## [What you will do]
Each record that comes next should be output exactly; pictures do not belong in the copy.

## [Records shown]
━━━━━━━━━━━━━━━━
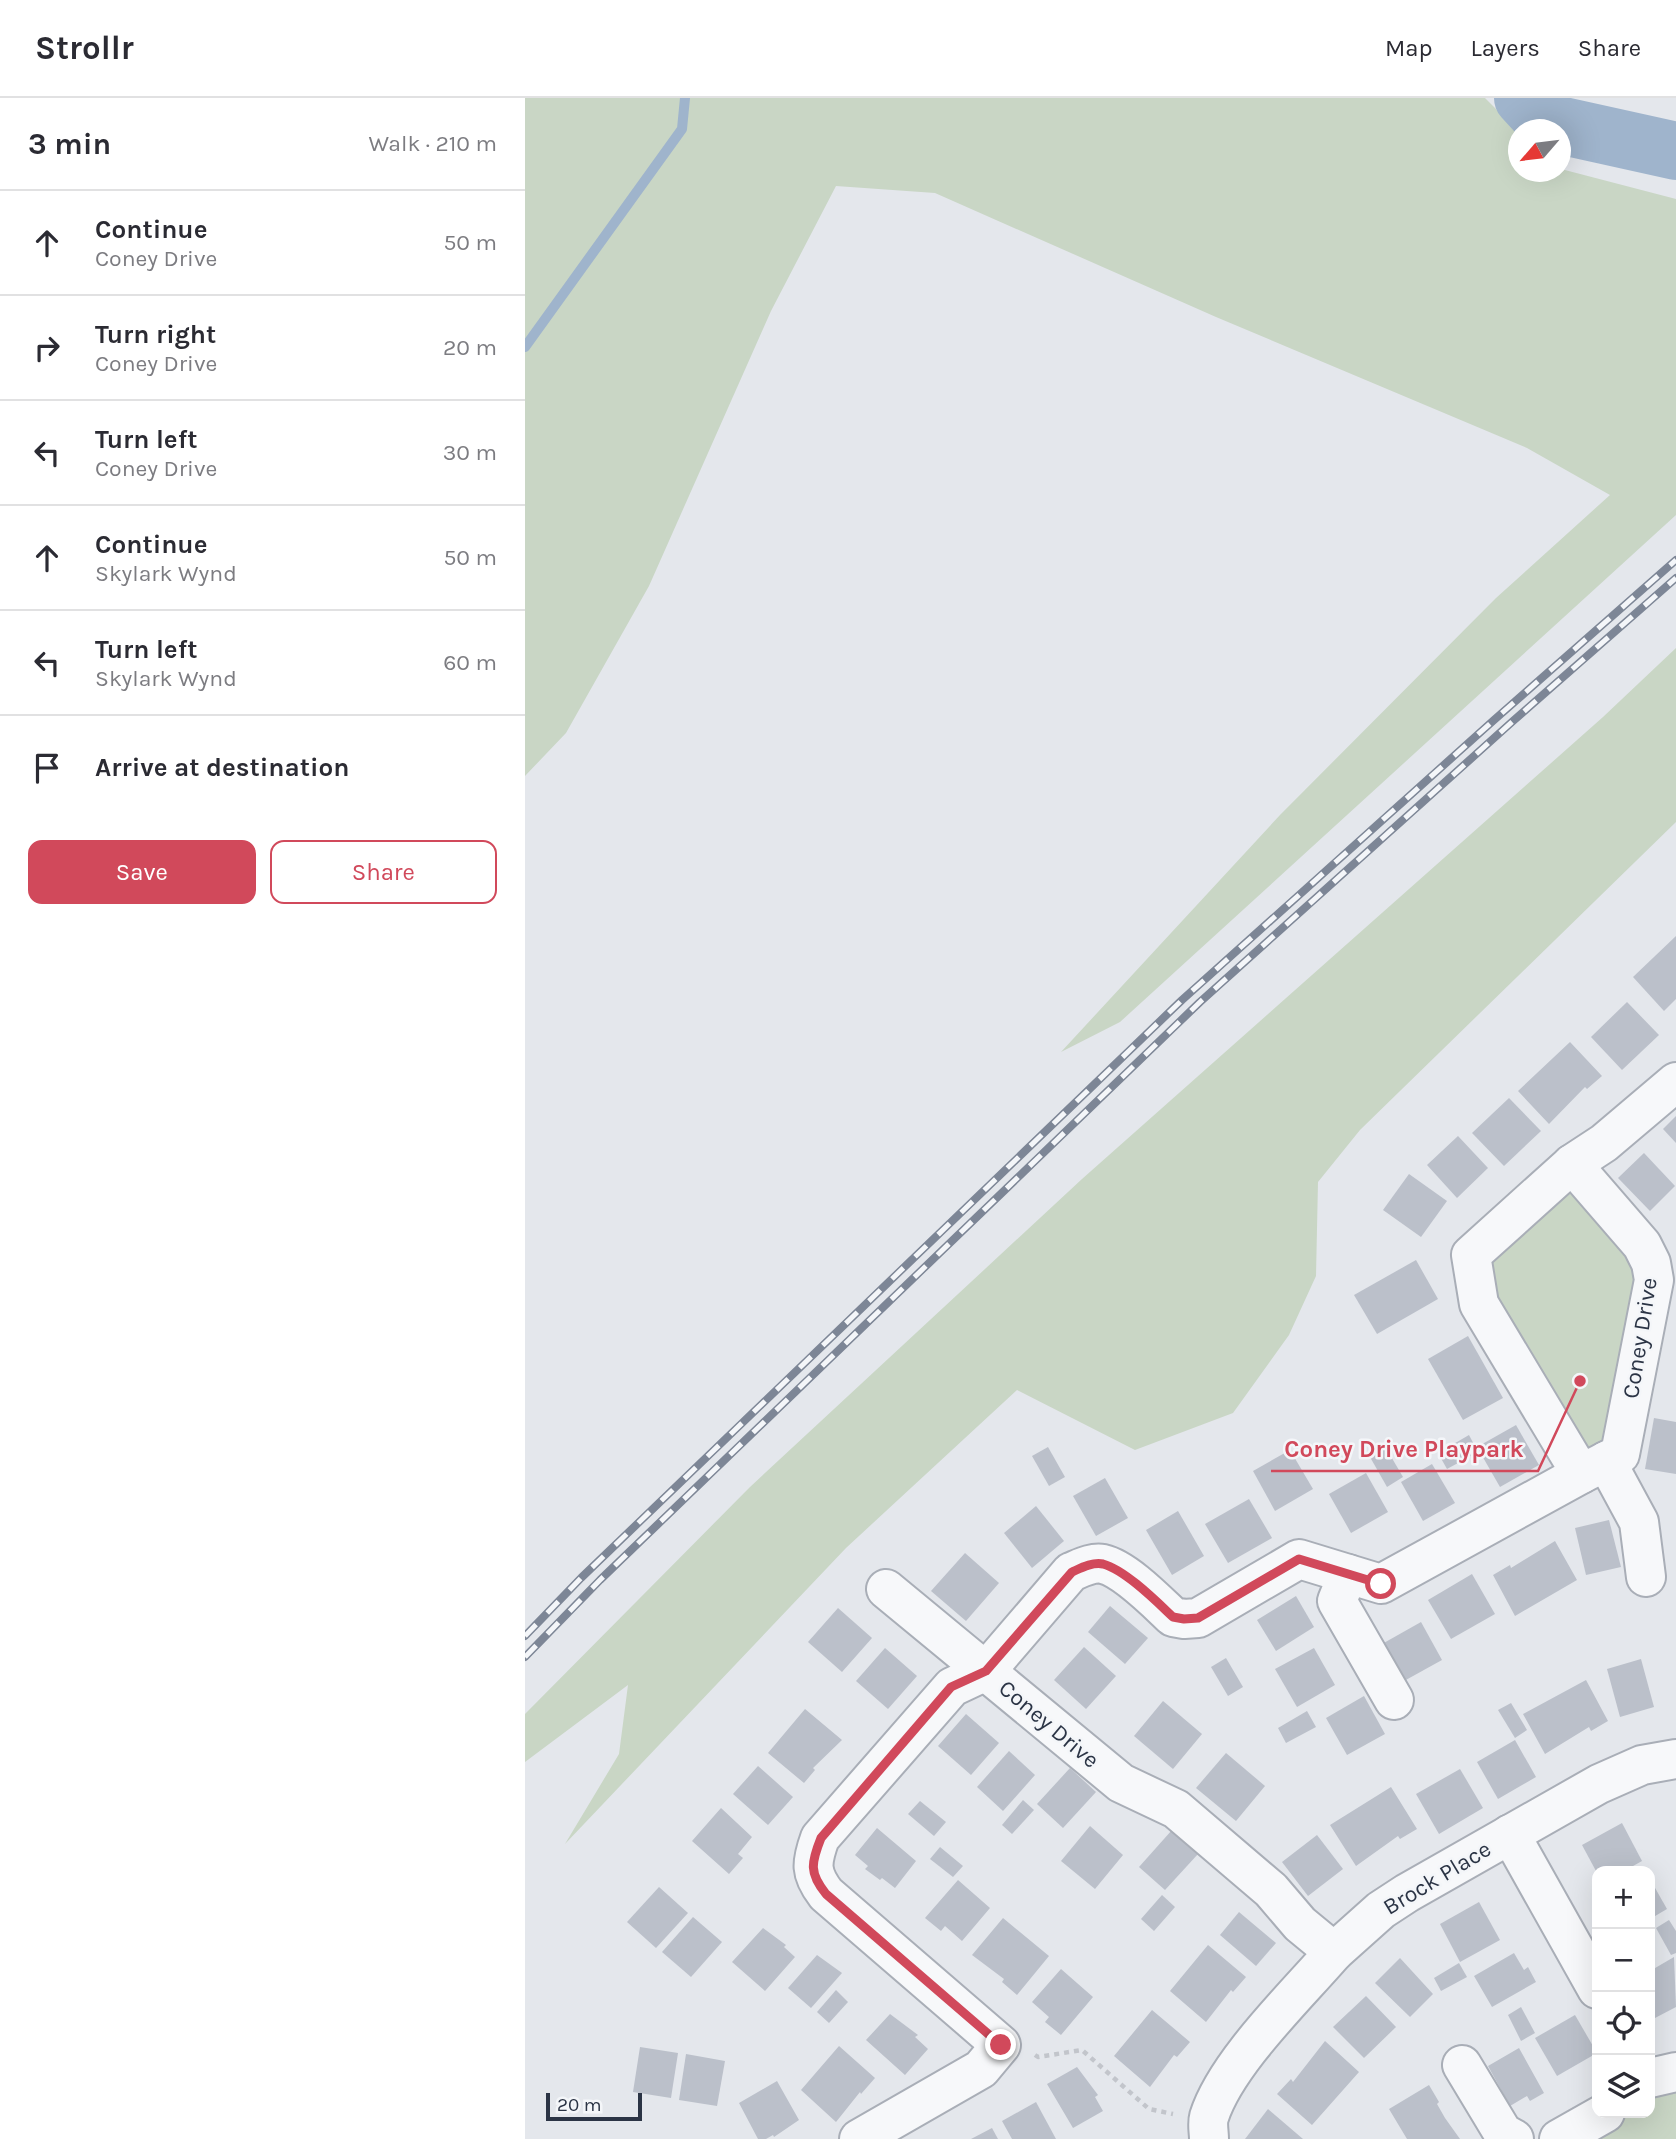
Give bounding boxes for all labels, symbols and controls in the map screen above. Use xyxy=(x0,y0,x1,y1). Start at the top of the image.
text: Strollr xyxy=(35,29,134,67)
text: Map xyxy=(1385,34,1433,62)
text: Layers xyxy=(1471,34,1540,62)
text: Share xyxy=(1578,34,1641,62)
north arrow xyxy=(1508,119,1571,182)
text: 3 min xyxy=(28,126,111,162)
text: Walk · 210 m xyxy=(369,130,497,157)
text: Continue xyxy=(95,214,207,245)
icon: ahead xyxy=(28,224,66,262)
text: 50 m xyxy=(443,229,497,256)
text: Coney Drive xyxy=(95,245,217,272)
text: Turn right xyxy=(95,319,216,350)
icon: right xyxy=(28,329,66,367)
text: 20 m xyxy=(443,334,497,361)
text: Coney Drive xyxy=(95,350,217,377)
text: Turn left xyxy=(95,424,197,455)
icon: left xyxy=(28,434,66,472)
text: 30 m xyxy=(443,439,497,466)
text: Coney Drive xyxy=(95,455,217,482)
text: Continue xyxy=(95,529,207,560)
icon: ahead xyxy=(28,539,66,577)
text: 50 m xyxy=(443,544,497,571)
text: Skylark Wynd xyxy=(95,560,237,587)
text: Turn left xyxy=(95,634,197,665)
icon: left xyxy=(28,644,66,682)
text: 60 m xyxy=(443,649,497,676)
text: Skylark Wynd xyxy=(95,665,237,692)
icon: arrive xyxy=(28,749,66,787)
text: Arrive at destination xyxy=(95,752,349,783)
button: Save xyxy=(28,840,256,904)
button: Share xyxy=(270,840,497,904)
street label: Coney Drive xyxy=(1617,1276,1663,1400)
callout: Coney Drive Playpark xyxy=(1271,1426,1538,1471)
text: Coney Drive Playpark xyxy=(1284,1435,1524,1463)
route start xyxy=(1365,1568,1396,1599)
street label: Coney Drive xyxy=(993,1674,1105,1774)
street label: Brock Place xyxy=(1378,1835,1496,1921)
map controls xyxy=(1592,1866,1655,2118)
button: + xyxy=(1592,1866,1655,1929)
button: − xyxy=(1592,1929,1655,1992)
button: locate xyxy=(1592,1992,1655,2055)
route end xyxy=(985,2029,1016,2060)
button: layers xyxy=(1592,2055,1655,2118)
scale bar xyxy=(546,2090,642,2122)
text: 20 m xyxy=(557,2094,602,2116)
━━━━━━━━━━━━━━━━
## [Answer section]
Give bounding boxes for all labels, symbols and controls in the map screen above. Use xyxy=(x0,y0,x1,y1). Start at the top of the image.
text: Strollr xyxy=(35,29,134,67)
text: Map xyxy=(1385,34,1433,62)
text: Layers xyxy=(1471,34,1540,62)
text: Share xyxy=(1578,34,1641,62)
north arrow xyxy=(1508,119,1571,182)
text: 3 min xyxy=(28,126,111,162)
text: Walk · 210 m xyxy=(369,130,497,157)
text: Continue xyxy=(95,214,207,245)
icon: ahead xyxy=(28,224,66,262)
text: 50 m xyxy=(443,229,497,256)
text: Coney Drive xyxy=(95,245,217,272)
text: Turn right xyxy=(95,319,216,350)
icon: right xyxy=(28,329,66,367)
text: 20 m xyxy=(443,334,497,361)
text: Coney Drive xyxy=(95,350,217,377)
text: Turn left xyxy=(95,424,197,455)
icon: left xyxy=(28,434,66,472)
text: 30 m xyxy=(443,439,497,466)
text: Coney Drive xyxy=(95,455,217,482)
text: Continue xyxy=(95,529,207,560)
icon: ahead xyxy=(28,539,66,577)
text: 50 m xyxy=(443,544,497,571)
text: Skylark Wynd xyxy=(95,560,237,587)
text: Turn left xyxy=(95,634,197,665)
icon: left xyxy=(28,644,66,682)
text: 60 m xyxy=(443,649,497,676)
text: Skylark Wynd xyxy=(95,665,237,692)
icon: arrive xyxy=(28,749,66,787)
text: Arrive at destination xyxy=(95,752,349,783)
button: Save xyxy=(28,840,256,904)
button: Share xyxy=(270,840,497,904)
street label: Coney Drive xyxy=(1617,1276,1663,1400)
callout: Coney Drive Playpark xyxy=(1271,1426,1538,1471)
text: Coney Drive Playpark xyxy=(1284,1435,1524,1463)
route start xyxy=(1365,1568,1396,1599)
street label: Coney Drive xyxy=(993,1674,1105,1774)
street label: Brock Place xyxy=(1378,1835,1496,1921)
map controls xyxy=(1592,1866,1655,2118)
button: + xyxy=(1592,1866,1655,1929)
button: − xyxy=(1592,1929,1655,1992)
button: locate xyxy=(1592,1992,1655,2055)
route end xyxy=(985,2029,1016,2060)
button: layers xyxy=(1592,2055,1655,2118)
scale bar xyxy=(546,2090,642,2122)
text: 20 m xyxy=(557,2094,602,2116)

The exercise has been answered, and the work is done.